Indeed, the "melodic" octave stretching is greater than you're likely to get by optimal tuning methods. Furthermore, it requires a stretching of the whole scale, so you can take whatever optimum you already have and stretch that. There are some pages on stretching at Terhardt's website:

http://www.mmk.ei.tum.de/persons/ter/top/octstretch.html
http://www.mmk.ei.tum.de/persons/ter/top/scalestretch.html

This paper looks relevant:

http://www.mmk.ei.tum.de/persons/ter/ab/028.html

"""
Six musical test sounds, each tuned in normal, stretched, and contracted tempered intonation, were subjectively evaluated by 25 musicians and 25 non-musicians in paired-comparison tests. The results indicate that none of the three intonations is optimal for every kind of musical sound. Rather, for tone sequences and for sounds of the type "high melody plus low accompaniment", stretched intonation was first-rate. In chords with medium spectral complexity, normal intonation was optimal, and in case of high spectral complexity even contracted intonation was evaluated as suitable. It is concluded that "ideal" intonation must be flexible, i.e., adapting to the sound's structure at each moment. The relationships of these findings to principles of pitch and roughness perception, musical performance, and intonation of conventional as well as electronic keyboard instruments are discussed.
"""

He doesn't say in that abstract how stretched the "stretched" tuning is. He generally seems to favor 3%, or around 50 cents. In which case we shouldn't be surprised that bright, harmonic chords are preferred without the stretching. As this is the context where small-integer JI is most relevant, you can keep on with your unstretched (or optimally stretched) octaves. But for those of you working without fixed tunings, it could be an interesting experiment to test a adaptive tuning scheme that takes account of timbre and polyphonic density.

> TOP ennealimmal has octaves sharp by 0.036 cents, fifths sharp by
> 0.021 cents, major thirds flat by 0.036 cents, and 7/4s flat by 0.175
> cents. This is, of course, not much; but for some people even this
> small amount mars the conceptual beauty of pure ratios.

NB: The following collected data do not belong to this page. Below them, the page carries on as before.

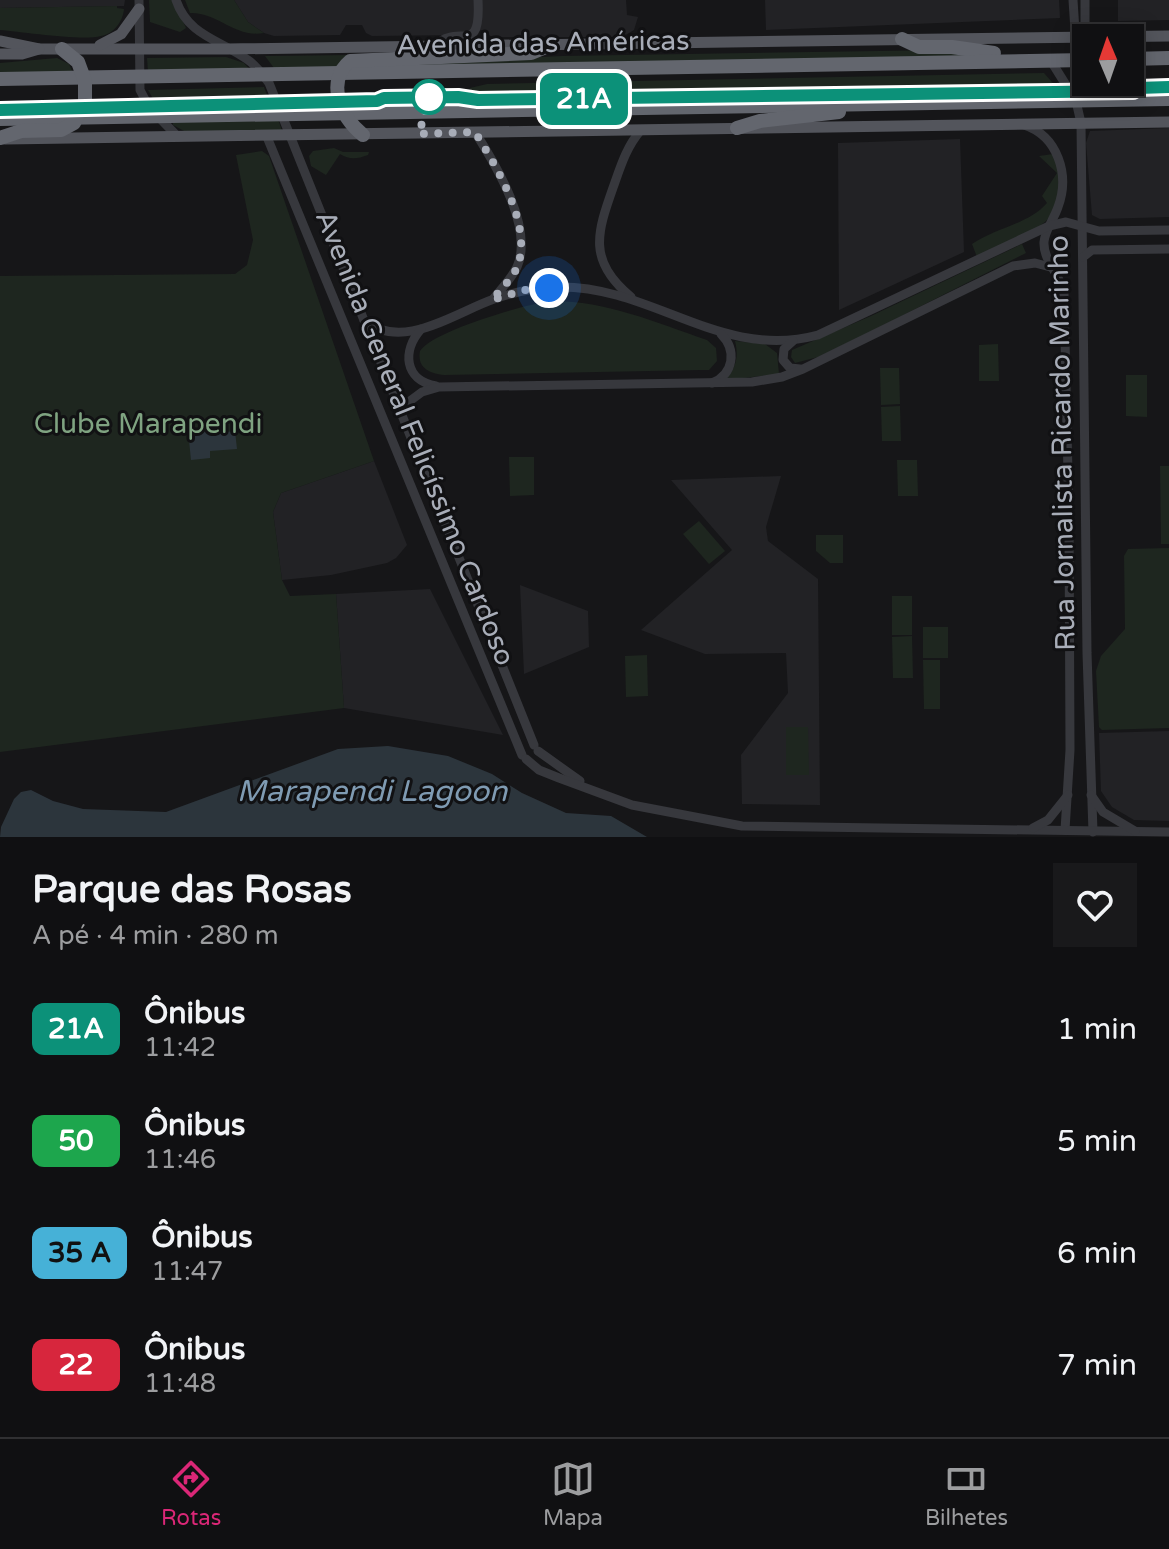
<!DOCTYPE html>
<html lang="pt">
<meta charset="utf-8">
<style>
:root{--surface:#101012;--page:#19191b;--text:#f1f3f6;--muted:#9c9d9f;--line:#303032;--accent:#db2777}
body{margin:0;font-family:"Varela Round",sans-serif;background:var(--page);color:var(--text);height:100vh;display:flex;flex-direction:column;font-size:30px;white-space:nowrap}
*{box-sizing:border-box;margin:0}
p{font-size:26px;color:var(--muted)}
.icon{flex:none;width:44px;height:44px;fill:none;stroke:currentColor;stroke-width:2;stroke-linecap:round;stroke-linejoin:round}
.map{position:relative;height:837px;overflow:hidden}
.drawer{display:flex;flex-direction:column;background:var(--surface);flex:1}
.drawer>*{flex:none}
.badge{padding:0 16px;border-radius:12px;font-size:28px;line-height:52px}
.needle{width:52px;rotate:358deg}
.buttons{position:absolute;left:1072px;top:24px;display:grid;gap:16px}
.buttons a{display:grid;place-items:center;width:72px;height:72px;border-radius:0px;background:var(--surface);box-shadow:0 4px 20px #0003,0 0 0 2px var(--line);font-size:40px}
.you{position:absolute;width:40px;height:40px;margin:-20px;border:6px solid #fff;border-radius:50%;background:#1a73e8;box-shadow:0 0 0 12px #1a73e833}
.map>.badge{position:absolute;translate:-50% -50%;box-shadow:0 0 0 4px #fff}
.round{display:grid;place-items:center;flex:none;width:84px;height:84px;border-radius:0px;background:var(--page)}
.headline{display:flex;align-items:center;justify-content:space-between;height:136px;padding:0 32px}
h1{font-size:38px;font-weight:700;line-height:60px}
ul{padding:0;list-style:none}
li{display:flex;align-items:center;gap:24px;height:112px;padding:0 32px}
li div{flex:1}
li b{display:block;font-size:30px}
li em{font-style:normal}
li .badge{min-width:88px;font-weight:700;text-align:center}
.dock{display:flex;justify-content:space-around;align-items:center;height:112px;border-top:2px solid var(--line);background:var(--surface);font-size:22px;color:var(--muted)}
.dock a{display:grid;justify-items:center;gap:4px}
.dock .on{color:var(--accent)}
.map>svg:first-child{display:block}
.built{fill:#222225}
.green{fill:#1e261f}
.water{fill:#2c353c}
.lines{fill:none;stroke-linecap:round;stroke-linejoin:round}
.minor{stroke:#37383d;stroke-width:9}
.major{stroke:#53555c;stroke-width:11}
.highway{stroke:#63666e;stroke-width:14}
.line-casing{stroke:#fff;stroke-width:18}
.line{stroke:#0c9179;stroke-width:12}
.walk{stroke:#a8adb8;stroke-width:8;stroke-dasharray:0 14.4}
.stop-dot{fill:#fff;stroke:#0c9179;stroke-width:4}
.labels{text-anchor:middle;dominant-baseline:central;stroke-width:6;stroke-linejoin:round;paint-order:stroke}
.street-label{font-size:28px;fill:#a8adb8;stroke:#111113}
.park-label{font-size:28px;fill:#7fa381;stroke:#111113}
.water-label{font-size:30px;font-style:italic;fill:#7f9bb3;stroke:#111113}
</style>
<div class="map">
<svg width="1169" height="837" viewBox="0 0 1169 837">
<rect width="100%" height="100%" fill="#161618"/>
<g class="built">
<polygon points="0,0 125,0 124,6 0,8"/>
<polygon points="234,0 626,0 627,15 638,17 634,30 622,37 492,37 482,30 460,35 372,36 366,33 362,25 346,25 340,35 274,36 264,33 248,22"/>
<polygon points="765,0 1059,0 1060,18 766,30"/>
<polygon points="1118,0 1169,0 1169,20 1118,21"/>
<polygon points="1169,128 1169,217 1100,219 1092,215 1086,143 1090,131"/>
<polygon points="960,139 964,252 839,310 838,143"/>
<polygon points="374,461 407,545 396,558 387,563 331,575 282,580 273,512 281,493"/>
<polygon points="781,476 766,527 768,541 818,579 820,805 742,804 741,755 788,693 786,653 705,654 641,630 732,550 671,480"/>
<polygon points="520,585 588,611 589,647 524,674"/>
<polygon points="430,589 503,735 344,708 336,594"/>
<polygon points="1169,731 1169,821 1134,820 1112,807 1101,791 1099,733"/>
</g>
<g class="green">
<polygon points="149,0 173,0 186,28 180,32 150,22"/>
<path d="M 185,0 L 234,0 L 248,22 L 264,33 C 234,38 218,12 190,13 Z"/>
<path d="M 117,6 L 117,8 L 124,9 C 123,21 114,34 101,36 C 82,41 23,32 0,30 L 0,8 Z"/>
<polygon points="945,50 967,54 965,58 355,66 562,56"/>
<polygon points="350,55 336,68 274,68 265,56"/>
<polygon points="226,57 244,63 250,70 148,72 147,58"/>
<polygon points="57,58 69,64 73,73 0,74 0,63"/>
<polygon points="1044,73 1059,90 489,98 471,95 470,88 487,84"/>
<polygon points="264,87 270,103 156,104 148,90"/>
<polygon points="278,119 282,131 184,131 173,125 173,121"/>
<path d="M 334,148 L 343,152 L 369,152 L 368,155 C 357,159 350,160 340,154 L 326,175 L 311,166 L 309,156 L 313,151 Z"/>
<polygon points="262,151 269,156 374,461 281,493 273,512 282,580 290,596 336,594 344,708 0,752 0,276 235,274 247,265 253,240 236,155"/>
<path d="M 1053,154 C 1062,174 1063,204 1046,221 C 1031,235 997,247 977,257 L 972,244 C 995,228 1029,224 1047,203 L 1042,196 L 1057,173 L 1039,156 Z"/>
<polygon points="1022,244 1026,253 850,342 818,357 795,363 791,357 792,350 871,316"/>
<path d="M 549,301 C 604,300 655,322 707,340 L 716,348 L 717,361 L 709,370 L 701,370 L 444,375 C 429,373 417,368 420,351 C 433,331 524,305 549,301 Z"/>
<path d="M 735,341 L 765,344 L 777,353 L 779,374 L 725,380 C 736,368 739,357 735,341 Z"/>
<polygon points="998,344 999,381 979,381 979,345"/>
<polygon points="880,368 899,368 900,404 881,405"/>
<polygon points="1126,375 1147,375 1147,417 1126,416"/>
<polygon points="900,406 901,441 882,441 881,407"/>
<polygon points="509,457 534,457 534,495 510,496"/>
<polygon points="897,460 917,460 918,496 898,496"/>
<polygon points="1160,466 1169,466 1169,544 1161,544"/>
<polygon points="699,521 725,551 709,564 683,534"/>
<polygon points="816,535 843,535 843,563 830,563 816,551"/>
<polygon points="1169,548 1169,728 1102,730 1099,727 1096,671 1101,656 1125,629 1124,556 1128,549"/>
<rect x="892" y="596" width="20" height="39"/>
<rect x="923" y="627" width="25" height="31"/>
<polygon points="912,636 913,678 893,678 892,637"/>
<polygon points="647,655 648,696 626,697 625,656"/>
<polygon points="923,660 940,660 940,709 924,709"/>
<polygon points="786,727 808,727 809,775 786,775"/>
</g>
<g class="water">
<polygon points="206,428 207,434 235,431 237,449 210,451 210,458 191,460 188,430"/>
<polygon points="388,746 448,756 492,774 522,793 566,813 611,816 647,837 0,837 1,827 14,799 21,792 31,790 53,801 83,809 166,812 338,749"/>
</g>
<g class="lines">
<g class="minor">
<polyline points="139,0 140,90 149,107 178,137"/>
<path d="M 176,0 C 188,36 221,40 248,60 C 257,66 263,75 269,83 L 534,745"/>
<polyline points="1073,0 1076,46 1086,67"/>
<polyline points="1085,36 1085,0"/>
<path d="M 435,45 C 460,23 481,57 478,0"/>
<polyline points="1051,61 1076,101 1081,123 1087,653 1093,832"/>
<polyline points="1095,82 1111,100"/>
<path d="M 1024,125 C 1058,136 1070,175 1058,207 C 1054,219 1045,230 1044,242 C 1043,261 1061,275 1064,294 L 1069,520 L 1070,750 L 1065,830"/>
<path d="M 475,132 C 496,165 534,228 517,267 C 511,279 502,288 494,298"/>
<polyline points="267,137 522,755"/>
<polyline points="1083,257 1092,250 1169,249"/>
<path d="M 631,297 C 587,260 597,233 614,185 C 621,165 627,146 641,130"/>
<path d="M 364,320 C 402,352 454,313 494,299 C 515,292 537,287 559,287 C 653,286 721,361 818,335 L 1049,226 L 1066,222 L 1099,231 L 1169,230"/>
<path d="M 421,329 C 402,351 404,380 436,386"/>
<polyline points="793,341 784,349 783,360 790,368 800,369"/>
<path d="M 712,383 C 734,374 737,350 721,334"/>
<polyline points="399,409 422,392 439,387 752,382 782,377 803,369 1013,266 1035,263 1054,268"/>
<polyline points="538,751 580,781"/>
<polyline points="526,759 539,770 559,778 632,805 742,826 1169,832"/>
<polyline points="1091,795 1103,812 1135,831"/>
<polyline points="1033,828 1048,820 1068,795"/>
</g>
<g class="major">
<polyline points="0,41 39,49 228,49 1169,36"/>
<polyline points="100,45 121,34 139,9"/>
<polyline points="0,54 22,54 39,49"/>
<polyline points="5,139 1169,122"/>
</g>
<g class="highway">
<polyline points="902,39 919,47 952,47 994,53"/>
<polyline points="1130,59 1169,58"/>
<polyline points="0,79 1086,60"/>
<polyline points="0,119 1169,99"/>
<polyline points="737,128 760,121 839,112"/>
<path d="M 363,135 C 341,117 325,82 350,61 L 531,53 L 553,44"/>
<polyline points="0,138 21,131 61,130 74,123 85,102 85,81 78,62 62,49"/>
</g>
</g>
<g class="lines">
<defs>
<polyline id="line" points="0,110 377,101 384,98 458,97 478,100 1055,92 1133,91 1138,88 1169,87"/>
</defs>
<use href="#line" class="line-casing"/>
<use href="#line" class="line"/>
<path class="walk" d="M 429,97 L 419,134 L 475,132 C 496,166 532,224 518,265 C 513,278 501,289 492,300 L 525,290 L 549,288"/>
</g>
<circle class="stop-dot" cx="429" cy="97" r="16"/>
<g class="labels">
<g class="street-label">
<text transform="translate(543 43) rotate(-1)">Avenida das Américas</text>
<text transform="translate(415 438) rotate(68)">Avenida General Felicíssimo Cardoso</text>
<text transform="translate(1062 443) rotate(-91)">Rua Jornalista Ricardo Marinho</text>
</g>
<g class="park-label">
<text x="148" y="424">Clube Marapendi</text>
</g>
<g class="water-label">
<text x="372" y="791">Marapendi Lagoon</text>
</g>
</g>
</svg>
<div class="buttons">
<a><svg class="needle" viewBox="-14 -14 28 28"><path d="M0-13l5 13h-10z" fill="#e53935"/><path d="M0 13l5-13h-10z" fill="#9c9d9f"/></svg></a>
</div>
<div class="you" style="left:549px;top:288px"></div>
<b class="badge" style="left:584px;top:99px;background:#0c9179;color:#fff">21A</b>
</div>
<section class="drawer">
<div class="headline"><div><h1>Parque das Rosas</h1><p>A pé · 4 min · 280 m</p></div><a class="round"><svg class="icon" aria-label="heart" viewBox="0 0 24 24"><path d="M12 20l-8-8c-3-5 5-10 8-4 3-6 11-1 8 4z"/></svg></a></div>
<ul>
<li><span class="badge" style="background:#0c9179;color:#fff">21A</span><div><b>Ônibus</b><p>11:42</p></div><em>1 min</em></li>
<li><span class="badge" style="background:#1da64d;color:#fff">50</span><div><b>Ônibus</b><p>11:46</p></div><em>5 min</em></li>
<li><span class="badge" style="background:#46b1d7;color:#111">35 A</span><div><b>Ônibus</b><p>11:47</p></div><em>6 min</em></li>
<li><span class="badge" style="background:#d7263d;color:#fff">22</span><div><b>Ônibus</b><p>11:48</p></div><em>7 min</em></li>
</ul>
</section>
<nav class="dock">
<a class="on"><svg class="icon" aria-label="directions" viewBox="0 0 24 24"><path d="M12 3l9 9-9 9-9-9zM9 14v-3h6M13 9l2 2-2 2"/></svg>Rotas</a>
<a><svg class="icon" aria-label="map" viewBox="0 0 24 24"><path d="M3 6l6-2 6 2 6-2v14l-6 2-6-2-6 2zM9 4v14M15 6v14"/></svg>Mapa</a>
<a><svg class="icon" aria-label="tickets" viewBox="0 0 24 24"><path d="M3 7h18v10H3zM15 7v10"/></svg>Bilhetes</a>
</nav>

I've been
> flamed for bring it up, and now from the other side being I'm told
> octaves should be 15 cents sharp, not 0.021 cents. My own feeling is
> that if people want to use pure ratios, or hamsters and duct tape,
> they should feel free and refrain from flaming those who choose
> differently.

I'd prefer people kept their duct tape away from their hamsters -- and there are laws about that kind of thing.